Use of Race Conscious Measures in Student Admission Decisions are Unconstitutional…
Aug 3, 2023
Says the United States Supreme Court in its decisions in Students for Fair Admissions (“SFFA”) vs. Harvard University (“Harvard”) and the University of North Carolina (“UNC”) (June 29, 2023). The Court’s decisions striking down the use of “affirmative action” in higher education student admission decisions was not unexpected but is nevertheless significant and impactful. It reverses decades of precedent upholding the limited use of race to achieve and maintain diversity on college campuses and requires many higher education institutions to make changes in many of its policies and programs. Additionally, while the Court’s rulings were limited to the use of race in student admissions, many educators and lawyers believe it will impact other college programs, scholarships and potentially, employment decisions.
The Court, in a 6-3 decision found that both Harvard and UNC student admission procedures violated Title VI of the Civil Rights Act (which prohibits racial discrimination by entities receiving federal funds) and/or the Equal Protection Clause of the Fourteenth Amendment to the Constitution. The Court stated that race-based admission programs have been upheld only within the confines of narrow restrictions, and even then, these programs must comply with “strict scrutiny,” never use race as stereotype or negative and at some point, the programs must end. Although the Supreme Court had previously ruled that diversity of students presented a compelling and legitimate basis for using race conscious student admission programs, in its June 29, 2023 decisions, the Court held that the student admissions process used by Harvard and UNC “lack sufficiently focused and measurable objectives warranting the use of race, unavoidably employ race in a negative manner, involve racial stereotyping and lack meaningful end points.” The decisions provide an immediate mandate for colleges and universities to revamp their student admissions process, and if necessary, to only “use color blind criteria in admissions.” Notably, the Court exempted military service academies which utilize race as a limited factor in admitting cadets, stating the military academies were not at issue and that they present “potentially distinct interests” from colleges and universities.
In what some proponents of the use of race conscious measures view as a possible “silver lining,” Chief Justice Roberts wrote, “Nothing in this opinion should be construed as prohibiting universities from considering an applicant’s discussion (essay) of how race affected his or her life.” As an example, Roberts stated that a student who writes an essay based upon his/her race or national origin must be able to tie the essay to admission worthy criteria such as courage, determination, leadership, or some other particular goals showing the student’s unique ability to contribute to the university. However, Roberts went on to caution colleges and universities from allowing student admission essays to become a proxy for race.
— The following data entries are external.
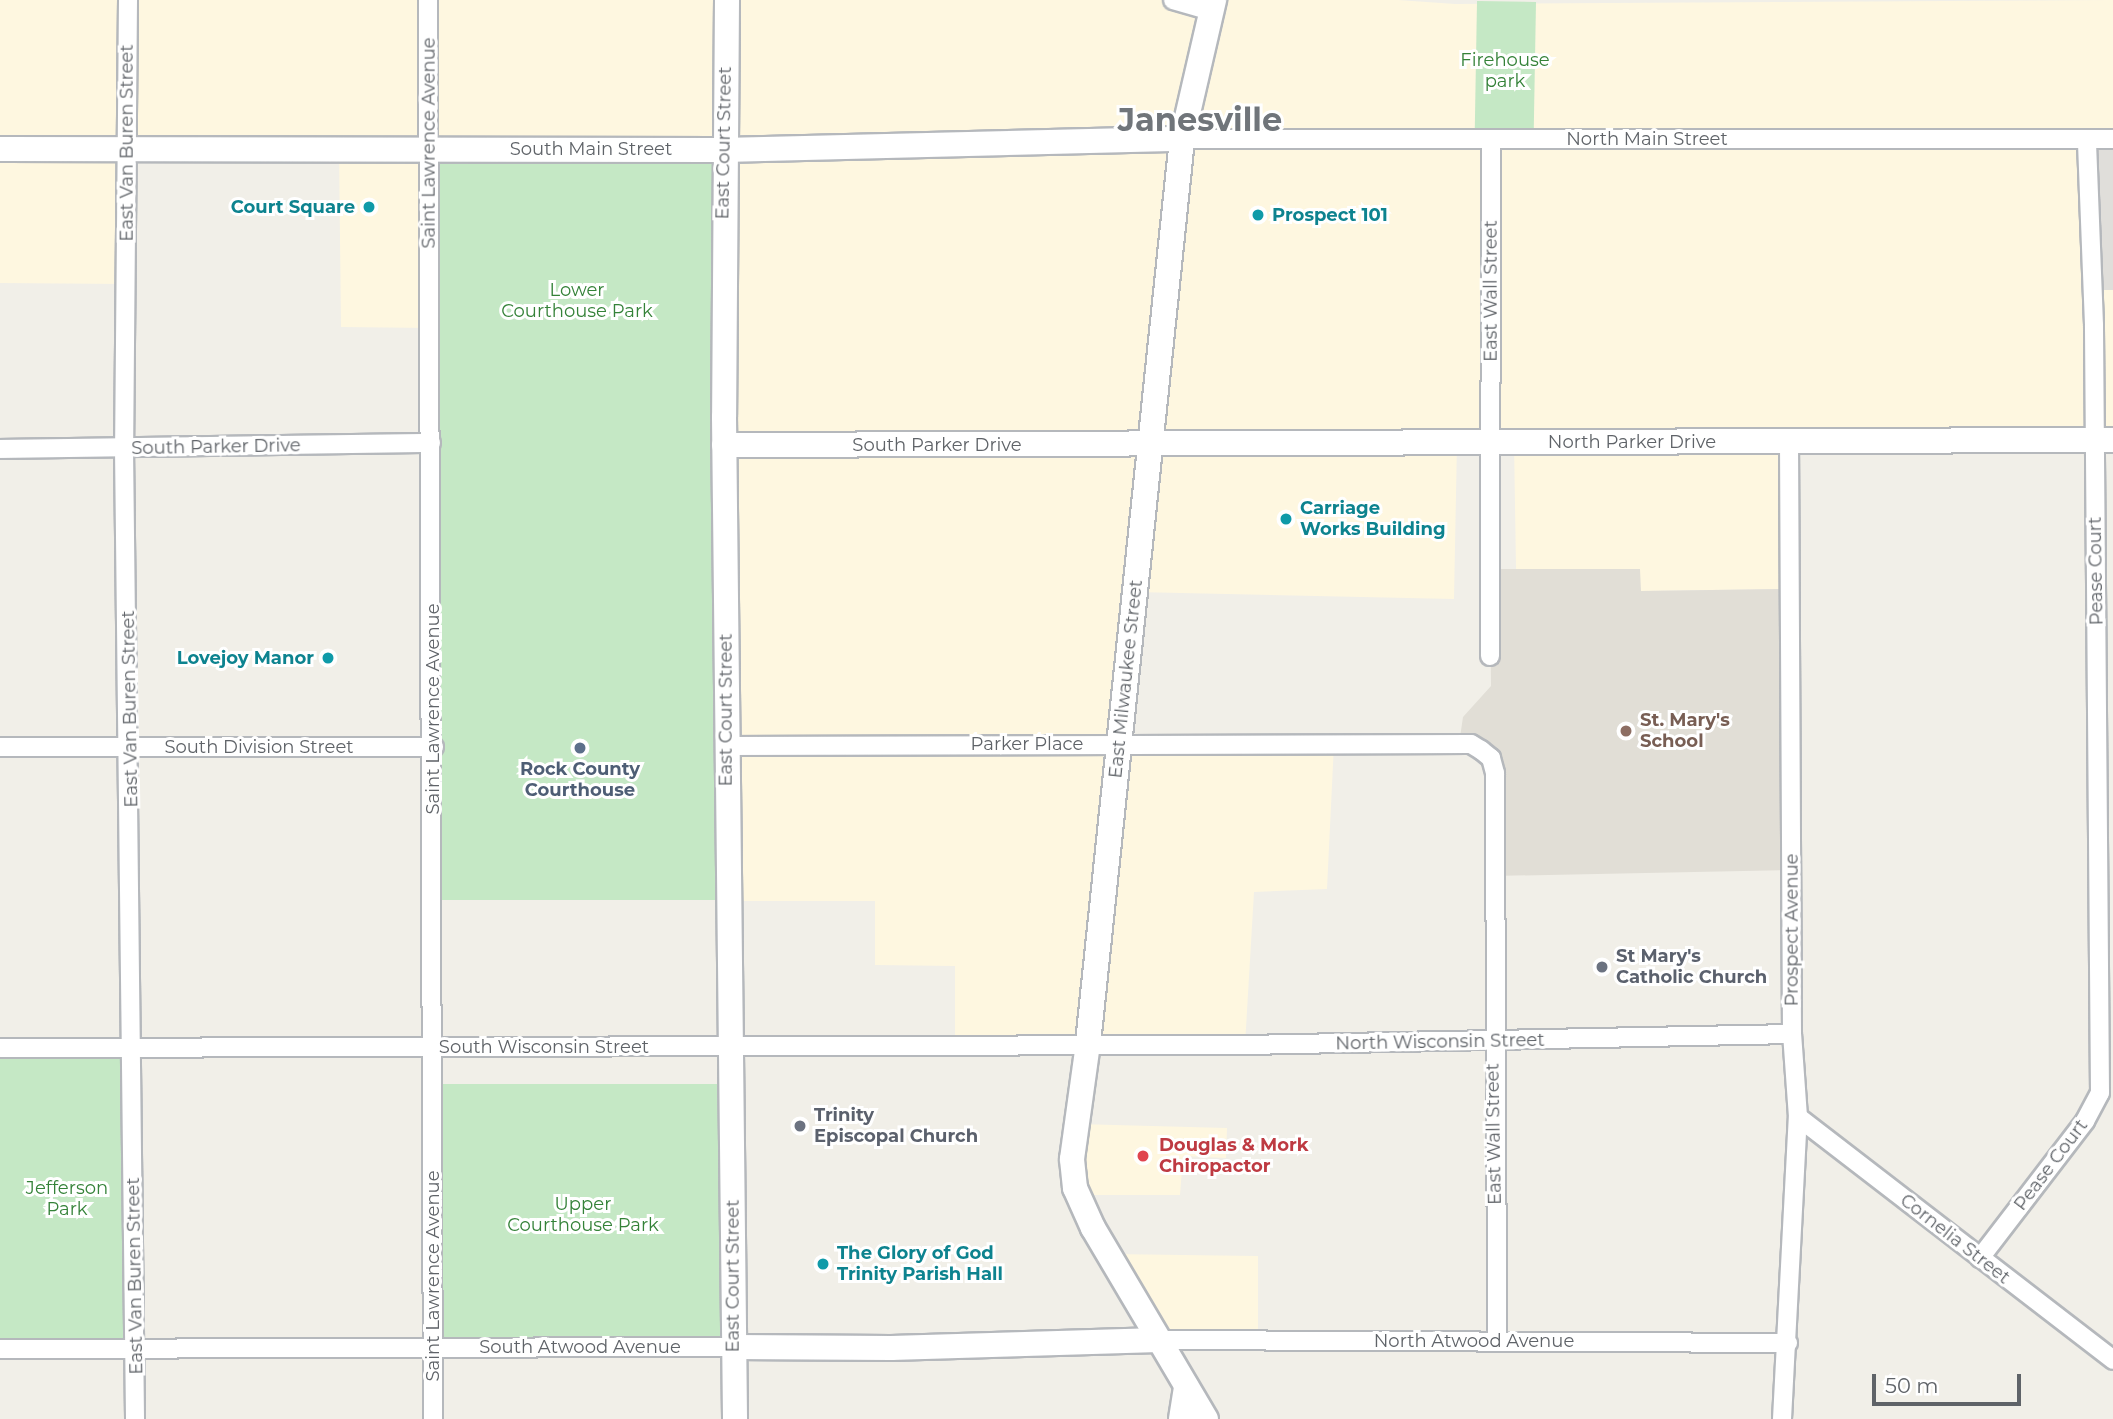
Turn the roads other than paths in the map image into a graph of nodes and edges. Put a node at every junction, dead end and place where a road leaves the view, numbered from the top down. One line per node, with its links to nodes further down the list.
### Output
1 (128, 0): 12 (street, East Van Buren Street)
2 (428, 0): 10 (street, Saint Lawrence Avenue)
3 (727, 0): 13 (main road, East Court Street)
4 (1173, 0): 5 (street)
5 (1212, 6): 6 (main road, East Milwaukee Street)
6 (1182, 139): 7 (street, North Main Street); 13 (main road, South Main Street); 18 (main road, East Milwaukee Street)
7 (1491, 139): 8 (street, North Main Street); 16 (street, East Wall Street)
8 (2087, 139): 9 (street, North Main Street); 14 (street, Pease Court)
9 (2113, 139)
10 (428, 148): 12 (main road, South Main Street); 13 (main road, South Main Street); 17 (street, Saint Lawrence Avenue)
11 (0, 149): 12 (main road, South Main Street)
12 (127, 149): 20 (street, East Van Buren Street)
13 (723, 150): 19 (main road, East Court Street)
14 (2104, 440): 15 (main road, North Parker Drive); 37 (street, Pease Court)
15 (1789, 441): 16 (main road, North Parker Drive); 29 (street, Prospect Avenue)
16 (1489, 442): 18 (main road, North Parker Drive); 22 (street, East Wall Street)
17 (431, 443): 20 (street, South Parker Drive); 25 (street, Saint Lawrence Avenue)
18 (1151, 443): 19 (main road, South Parker Drive); 23 (main road, East Milwaukee Street)
19 (724, 445): 26 (main road, East Court Street)
20 (124, 448): 21 (street, South Parker Drive); 27 (street, East Van Buren Street)
21 (0, 449)
22 (1490, 656)
23 (1119, 744): 26 (street, Parker Place); 28 (street, Parker Place); 31 (main road, East Milwaukee Street)
24 (0, 747): 27 (street, South Division Street)
25 (434, 747): 27 (street, South Division Street); 34 (street, Saint Lawrence Avenue)
26 (726, 747): 32 (main road, East Court Street)
27 (131, 748): 35 (street, East Van Buren Street)
28 (1491, 758): 30 (street, East Wall Street)
29 (1792, 1034): 30 (street, North Wisconsin Street); 36 (street, Prospect Avenue)
30 (1492, 1042): 31 (street, North Wisconsin Street); 39 (street, East Wall Street)
31 (1088, 1043): 32 (street, South Wisconsin Street); 38 (main road, East Milwaukee Street)
32 (731, 1046): 34 (street, South Wisconsin Street); 42 (main road, East Court Street)
33 (0, 1048): 35 (street, South Wisconsin Street)
34 (432, 1048): 35 (street, South Wisconsin Street); 41 (street, Saint Lawrence Avenue)
35 (132, 1050): 44 (street, East Van Buren Street)
36 (1798, 1117): 37 (street, Cornelia Street); 40 (street, Prospect Avenue)
37 (1980, 1258): 45 (street, Cornelia Street)
38 (1159, 1340): 39 (street, North Atwood Avenue); 42 (main road, South Atwood Avenue); 46 (main road, East Milwaukee Street)
39 (1497, 1341): 40 (street, North Atwood Avenue)
40 (1788, 1343): 52 (street, Prospect Avenue)
41 (432, 1347): 42 (street, South Atwood Avenue); 44 (street, South Atwood Avenue); 48 (street, Saint Lawrence Avenue)
42 (733, 1347): 49 (main road, East Court Street)
43 (0, 1349): 44 (street, South Atwood Avenue)
44 (136, 1349): 47 (street, East Van Buren Street)
45 (2113, 1360)
46 (1186, 1385): 50 (main road); 51 (main road, East Milwaukee Street)
47 (135, 1419)
48 (433, 1419)
49 (735, 1419)
50 (1181, 1419)
51 (1206, 1419)
52 (1782, 1419)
The Plaintiffs’ attorneys have warned colleges and universities that they have an obligation to comply with the Court’s decision and that they will be carefully monitoring student admissions programs. Additionally, many states, through their Attorney Generals, and several U.S. Senators, have sent letters not only to colleges and universities, but to some of the largest employers in America asserting that the use of race conscious measures in any college program or employment decisions is unconstitutional and must end. Employers should act proactively in ensuring that use of race in their processes and procedures are compliant with the Court’s statements recent decision on race conscious measures.